## [About this task]
Among the entries below, find every line that contains the string "Kappakkada", then copy it.

Available data START

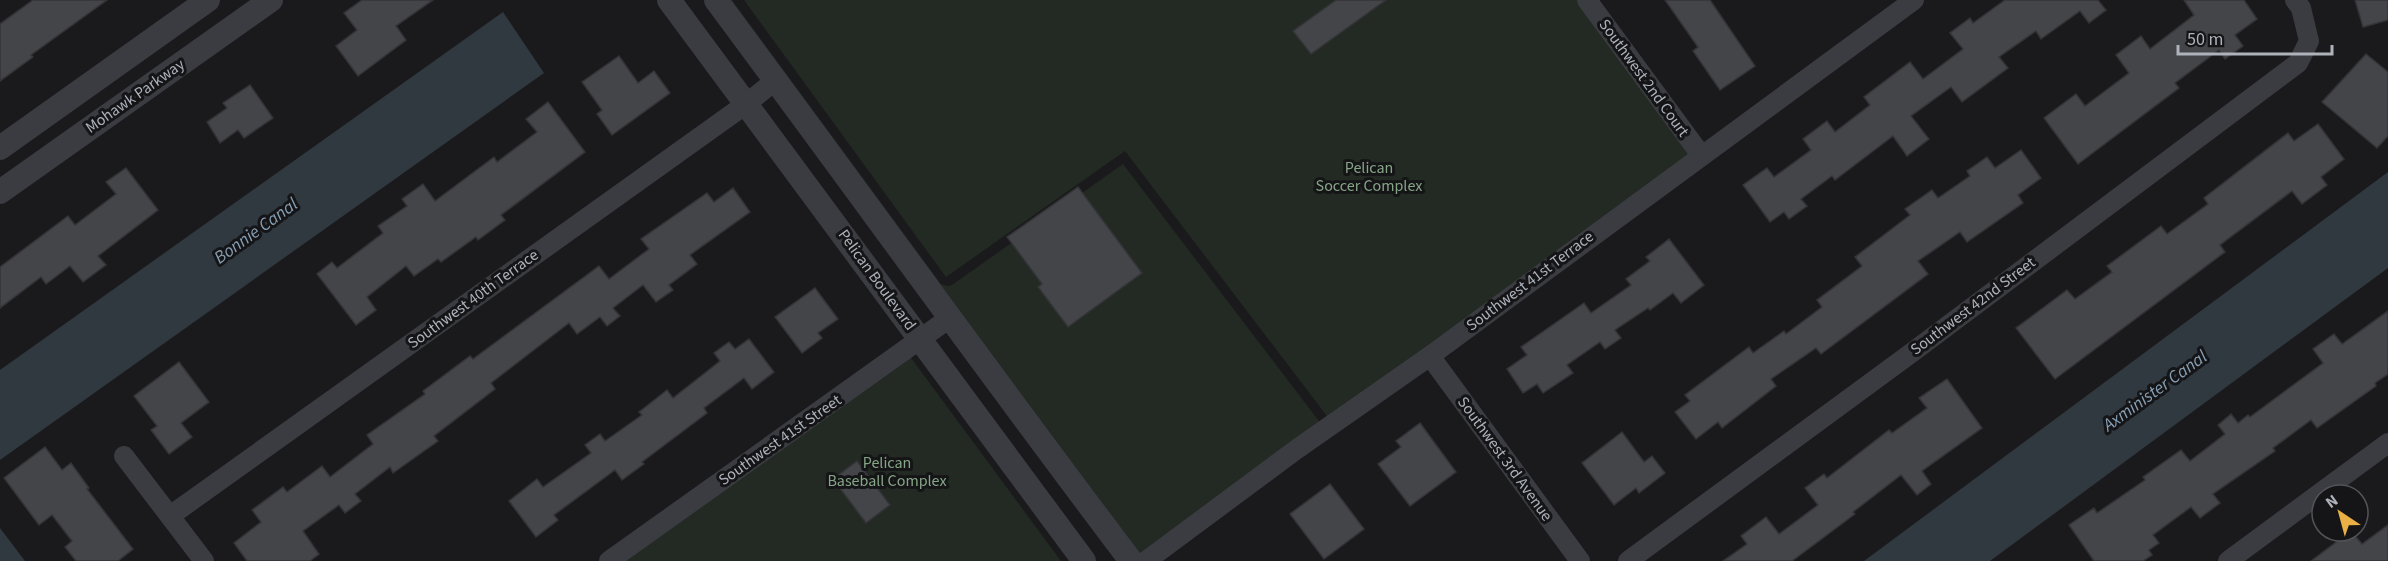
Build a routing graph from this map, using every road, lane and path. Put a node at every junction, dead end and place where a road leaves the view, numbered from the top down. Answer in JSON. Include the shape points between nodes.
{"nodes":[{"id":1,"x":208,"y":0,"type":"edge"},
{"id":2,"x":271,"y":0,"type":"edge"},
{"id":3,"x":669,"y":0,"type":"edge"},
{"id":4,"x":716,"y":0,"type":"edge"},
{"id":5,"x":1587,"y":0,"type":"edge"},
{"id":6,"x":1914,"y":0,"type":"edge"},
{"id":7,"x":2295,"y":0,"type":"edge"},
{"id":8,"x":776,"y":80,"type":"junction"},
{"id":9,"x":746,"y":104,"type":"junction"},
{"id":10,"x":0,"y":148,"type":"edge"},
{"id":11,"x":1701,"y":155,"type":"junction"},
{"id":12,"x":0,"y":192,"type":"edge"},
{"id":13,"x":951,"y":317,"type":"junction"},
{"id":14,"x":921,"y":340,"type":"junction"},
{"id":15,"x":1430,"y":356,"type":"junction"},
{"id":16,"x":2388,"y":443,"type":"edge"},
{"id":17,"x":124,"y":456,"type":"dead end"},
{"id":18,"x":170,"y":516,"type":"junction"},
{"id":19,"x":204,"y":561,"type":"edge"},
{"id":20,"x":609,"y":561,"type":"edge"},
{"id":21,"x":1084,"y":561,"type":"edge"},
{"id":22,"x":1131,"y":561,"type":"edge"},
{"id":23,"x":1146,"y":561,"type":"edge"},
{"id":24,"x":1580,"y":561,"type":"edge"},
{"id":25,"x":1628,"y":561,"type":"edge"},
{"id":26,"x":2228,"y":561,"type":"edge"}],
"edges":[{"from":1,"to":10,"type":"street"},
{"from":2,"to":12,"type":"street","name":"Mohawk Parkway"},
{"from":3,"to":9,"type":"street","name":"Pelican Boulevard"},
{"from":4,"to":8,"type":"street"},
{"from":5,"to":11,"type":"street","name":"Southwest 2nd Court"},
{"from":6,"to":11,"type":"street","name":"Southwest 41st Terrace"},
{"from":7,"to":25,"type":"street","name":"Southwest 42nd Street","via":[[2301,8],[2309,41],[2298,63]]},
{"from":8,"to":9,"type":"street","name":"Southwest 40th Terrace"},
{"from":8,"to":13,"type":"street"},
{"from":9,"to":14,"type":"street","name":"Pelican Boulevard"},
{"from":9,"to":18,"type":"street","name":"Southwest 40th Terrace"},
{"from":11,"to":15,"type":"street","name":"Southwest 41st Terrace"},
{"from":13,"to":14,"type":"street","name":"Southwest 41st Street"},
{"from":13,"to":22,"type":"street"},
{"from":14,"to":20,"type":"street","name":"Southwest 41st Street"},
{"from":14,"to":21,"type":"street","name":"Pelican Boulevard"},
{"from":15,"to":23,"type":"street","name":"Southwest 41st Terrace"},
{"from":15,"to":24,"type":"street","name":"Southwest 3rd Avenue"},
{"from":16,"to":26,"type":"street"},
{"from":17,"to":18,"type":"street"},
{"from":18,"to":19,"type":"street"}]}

Available data END
Available data START

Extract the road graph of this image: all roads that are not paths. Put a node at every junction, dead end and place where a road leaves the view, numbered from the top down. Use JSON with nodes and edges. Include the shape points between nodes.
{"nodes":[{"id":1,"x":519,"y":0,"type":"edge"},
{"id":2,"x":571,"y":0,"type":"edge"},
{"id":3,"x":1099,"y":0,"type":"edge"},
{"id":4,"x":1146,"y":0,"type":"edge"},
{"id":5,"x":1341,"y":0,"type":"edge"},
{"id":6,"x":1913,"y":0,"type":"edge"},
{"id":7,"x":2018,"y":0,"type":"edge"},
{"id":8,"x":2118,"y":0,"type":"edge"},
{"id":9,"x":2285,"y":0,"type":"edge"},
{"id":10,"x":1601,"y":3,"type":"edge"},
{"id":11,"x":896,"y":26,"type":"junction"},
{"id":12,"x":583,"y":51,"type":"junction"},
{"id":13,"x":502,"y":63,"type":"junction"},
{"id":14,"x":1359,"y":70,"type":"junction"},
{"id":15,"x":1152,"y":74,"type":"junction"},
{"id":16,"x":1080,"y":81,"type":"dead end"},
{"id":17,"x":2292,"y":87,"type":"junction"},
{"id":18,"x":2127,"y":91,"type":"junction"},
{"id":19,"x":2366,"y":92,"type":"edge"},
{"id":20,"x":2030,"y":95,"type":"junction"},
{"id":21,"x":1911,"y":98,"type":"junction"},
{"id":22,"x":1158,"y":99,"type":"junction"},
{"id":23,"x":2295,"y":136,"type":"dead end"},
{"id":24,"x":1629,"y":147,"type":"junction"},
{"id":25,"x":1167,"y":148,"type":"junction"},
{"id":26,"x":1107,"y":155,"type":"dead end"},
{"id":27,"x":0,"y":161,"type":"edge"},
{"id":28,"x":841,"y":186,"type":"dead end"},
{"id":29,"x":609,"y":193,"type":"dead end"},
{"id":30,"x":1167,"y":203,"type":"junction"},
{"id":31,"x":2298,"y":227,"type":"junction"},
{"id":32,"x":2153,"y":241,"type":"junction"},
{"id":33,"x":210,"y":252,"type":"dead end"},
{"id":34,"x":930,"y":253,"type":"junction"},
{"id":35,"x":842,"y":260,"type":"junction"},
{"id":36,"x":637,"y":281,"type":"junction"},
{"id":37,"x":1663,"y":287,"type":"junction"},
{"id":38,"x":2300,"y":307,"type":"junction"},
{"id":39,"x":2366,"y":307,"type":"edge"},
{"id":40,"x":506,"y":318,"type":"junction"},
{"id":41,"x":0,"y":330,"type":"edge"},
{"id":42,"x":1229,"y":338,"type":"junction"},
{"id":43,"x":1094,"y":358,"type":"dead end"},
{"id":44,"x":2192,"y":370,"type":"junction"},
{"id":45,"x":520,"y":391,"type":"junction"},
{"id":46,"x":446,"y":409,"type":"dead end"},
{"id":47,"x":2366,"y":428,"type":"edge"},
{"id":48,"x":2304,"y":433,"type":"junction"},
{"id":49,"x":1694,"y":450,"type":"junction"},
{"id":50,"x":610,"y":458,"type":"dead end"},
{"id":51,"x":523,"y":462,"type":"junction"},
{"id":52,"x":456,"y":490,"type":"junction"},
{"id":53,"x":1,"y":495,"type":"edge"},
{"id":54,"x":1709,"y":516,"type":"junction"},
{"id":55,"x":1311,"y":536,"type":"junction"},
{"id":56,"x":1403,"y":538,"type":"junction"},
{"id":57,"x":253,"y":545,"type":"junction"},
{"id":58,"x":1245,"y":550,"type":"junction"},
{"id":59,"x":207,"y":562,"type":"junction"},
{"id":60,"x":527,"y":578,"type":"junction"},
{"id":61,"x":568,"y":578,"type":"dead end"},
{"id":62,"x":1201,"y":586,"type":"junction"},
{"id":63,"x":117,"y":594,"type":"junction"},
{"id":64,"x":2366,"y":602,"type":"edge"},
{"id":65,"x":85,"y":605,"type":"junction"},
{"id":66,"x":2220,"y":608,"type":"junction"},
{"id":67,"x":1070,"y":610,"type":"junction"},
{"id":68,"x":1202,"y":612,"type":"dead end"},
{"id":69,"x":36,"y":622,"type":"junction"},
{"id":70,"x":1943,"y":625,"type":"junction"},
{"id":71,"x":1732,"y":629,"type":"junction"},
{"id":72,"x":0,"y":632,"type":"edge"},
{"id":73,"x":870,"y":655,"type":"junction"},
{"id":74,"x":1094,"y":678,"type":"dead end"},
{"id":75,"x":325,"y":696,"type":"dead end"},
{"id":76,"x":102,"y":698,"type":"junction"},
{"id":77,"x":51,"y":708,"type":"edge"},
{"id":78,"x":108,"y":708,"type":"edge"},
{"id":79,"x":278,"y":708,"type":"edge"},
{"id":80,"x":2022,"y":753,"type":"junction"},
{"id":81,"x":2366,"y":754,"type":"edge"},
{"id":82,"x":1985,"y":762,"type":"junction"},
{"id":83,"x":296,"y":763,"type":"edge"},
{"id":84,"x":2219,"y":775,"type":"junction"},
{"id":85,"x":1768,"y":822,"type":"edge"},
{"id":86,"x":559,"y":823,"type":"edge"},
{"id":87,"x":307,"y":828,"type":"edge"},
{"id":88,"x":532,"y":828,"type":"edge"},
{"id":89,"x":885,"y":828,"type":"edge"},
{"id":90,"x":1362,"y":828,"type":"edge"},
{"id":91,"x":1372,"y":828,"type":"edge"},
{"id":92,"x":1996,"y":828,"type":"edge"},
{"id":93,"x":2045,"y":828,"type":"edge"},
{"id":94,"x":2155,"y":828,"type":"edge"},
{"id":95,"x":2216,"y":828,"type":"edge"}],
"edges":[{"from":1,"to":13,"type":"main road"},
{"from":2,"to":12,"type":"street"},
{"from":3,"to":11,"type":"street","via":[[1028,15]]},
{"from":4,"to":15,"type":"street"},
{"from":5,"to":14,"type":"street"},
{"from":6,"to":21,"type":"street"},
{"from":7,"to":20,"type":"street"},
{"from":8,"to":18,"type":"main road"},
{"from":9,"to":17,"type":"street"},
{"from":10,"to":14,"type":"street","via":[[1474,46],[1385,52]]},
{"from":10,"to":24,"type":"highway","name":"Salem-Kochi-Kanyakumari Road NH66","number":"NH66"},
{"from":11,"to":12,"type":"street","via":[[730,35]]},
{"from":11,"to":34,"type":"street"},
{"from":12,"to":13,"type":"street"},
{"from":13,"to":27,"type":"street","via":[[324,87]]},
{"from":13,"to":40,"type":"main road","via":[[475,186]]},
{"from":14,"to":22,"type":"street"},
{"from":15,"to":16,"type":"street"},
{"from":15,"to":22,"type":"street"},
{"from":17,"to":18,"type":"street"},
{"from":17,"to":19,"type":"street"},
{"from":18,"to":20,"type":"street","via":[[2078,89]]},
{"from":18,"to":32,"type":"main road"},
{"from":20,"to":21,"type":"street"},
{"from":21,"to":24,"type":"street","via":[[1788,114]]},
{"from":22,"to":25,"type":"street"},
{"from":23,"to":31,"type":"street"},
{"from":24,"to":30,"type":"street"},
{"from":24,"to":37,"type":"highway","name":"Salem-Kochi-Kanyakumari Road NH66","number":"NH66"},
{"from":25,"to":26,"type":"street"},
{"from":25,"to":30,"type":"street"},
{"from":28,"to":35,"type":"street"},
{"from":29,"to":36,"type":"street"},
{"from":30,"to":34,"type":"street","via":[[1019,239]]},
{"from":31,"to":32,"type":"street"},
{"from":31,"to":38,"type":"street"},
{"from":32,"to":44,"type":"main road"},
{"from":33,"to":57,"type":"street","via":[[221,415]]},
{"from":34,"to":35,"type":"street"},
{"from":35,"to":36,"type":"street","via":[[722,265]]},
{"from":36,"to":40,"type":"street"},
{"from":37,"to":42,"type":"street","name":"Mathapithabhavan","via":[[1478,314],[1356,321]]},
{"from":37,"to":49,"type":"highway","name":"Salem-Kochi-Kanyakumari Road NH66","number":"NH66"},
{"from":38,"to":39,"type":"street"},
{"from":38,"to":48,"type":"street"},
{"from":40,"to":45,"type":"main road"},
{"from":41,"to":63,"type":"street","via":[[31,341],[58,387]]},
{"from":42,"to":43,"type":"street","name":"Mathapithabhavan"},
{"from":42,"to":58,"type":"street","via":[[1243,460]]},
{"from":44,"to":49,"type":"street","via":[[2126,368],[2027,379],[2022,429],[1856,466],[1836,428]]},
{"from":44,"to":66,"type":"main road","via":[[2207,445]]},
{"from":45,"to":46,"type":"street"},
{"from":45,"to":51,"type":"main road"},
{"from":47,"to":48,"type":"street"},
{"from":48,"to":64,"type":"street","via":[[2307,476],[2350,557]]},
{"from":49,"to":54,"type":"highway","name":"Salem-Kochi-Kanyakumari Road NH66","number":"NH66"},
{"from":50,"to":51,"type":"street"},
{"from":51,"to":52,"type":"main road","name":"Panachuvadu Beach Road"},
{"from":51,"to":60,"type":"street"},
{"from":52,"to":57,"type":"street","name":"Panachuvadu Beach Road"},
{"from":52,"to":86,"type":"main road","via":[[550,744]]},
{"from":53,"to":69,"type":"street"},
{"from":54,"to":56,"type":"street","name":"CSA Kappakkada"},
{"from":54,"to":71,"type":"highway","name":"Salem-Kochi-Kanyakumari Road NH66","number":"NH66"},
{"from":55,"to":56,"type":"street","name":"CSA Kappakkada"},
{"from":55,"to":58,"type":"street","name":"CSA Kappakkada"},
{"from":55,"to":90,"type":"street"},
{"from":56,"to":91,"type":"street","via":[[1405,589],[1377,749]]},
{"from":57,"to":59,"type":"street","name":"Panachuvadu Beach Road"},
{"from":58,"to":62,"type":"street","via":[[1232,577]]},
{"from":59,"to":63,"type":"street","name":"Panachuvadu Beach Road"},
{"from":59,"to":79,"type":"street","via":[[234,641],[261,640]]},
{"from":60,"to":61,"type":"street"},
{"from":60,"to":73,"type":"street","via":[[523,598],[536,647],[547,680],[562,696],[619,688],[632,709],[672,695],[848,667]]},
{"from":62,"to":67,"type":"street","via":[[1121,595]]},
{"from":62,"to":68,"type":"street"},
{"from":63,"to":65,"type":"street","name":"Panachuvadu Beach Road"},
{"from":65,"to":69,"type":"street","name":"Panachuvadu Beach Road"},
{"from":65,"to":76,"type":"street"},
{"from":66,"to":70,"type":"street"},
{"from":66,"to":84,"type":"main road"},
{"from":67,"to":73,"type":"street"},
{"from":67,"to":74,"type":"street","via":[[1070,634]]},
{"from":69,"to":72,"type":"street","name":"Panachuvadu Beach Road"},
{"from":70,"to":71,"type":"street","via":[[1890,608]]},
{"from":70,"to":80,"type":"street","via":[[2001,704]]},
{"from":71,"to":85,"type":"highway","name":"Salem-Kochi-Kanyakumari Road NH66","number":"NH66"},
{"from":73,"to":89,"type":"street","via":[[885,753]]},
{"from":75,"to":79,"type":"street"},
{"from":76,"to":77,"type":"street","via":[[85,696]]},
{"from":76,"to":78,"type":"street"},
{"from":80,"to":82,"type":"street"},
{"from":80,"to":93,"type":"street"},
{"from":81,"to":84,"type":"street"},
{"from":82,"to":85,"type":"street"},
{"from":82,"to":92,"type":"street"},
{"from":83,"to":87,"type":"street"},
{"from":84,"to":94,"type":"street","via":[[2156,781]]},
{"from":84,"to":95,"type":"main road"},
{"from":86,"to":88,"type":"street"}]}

Available data END

## [Answer below]
{"from":54,"to":56,"type":"street","name":"CSA Kappakkada"},
{"from":55,"to":56,"type":"street","name":"CSA Kappakkada"},
{"from":55,"to":58,"type":"street","name":"CSA Kappakkada"},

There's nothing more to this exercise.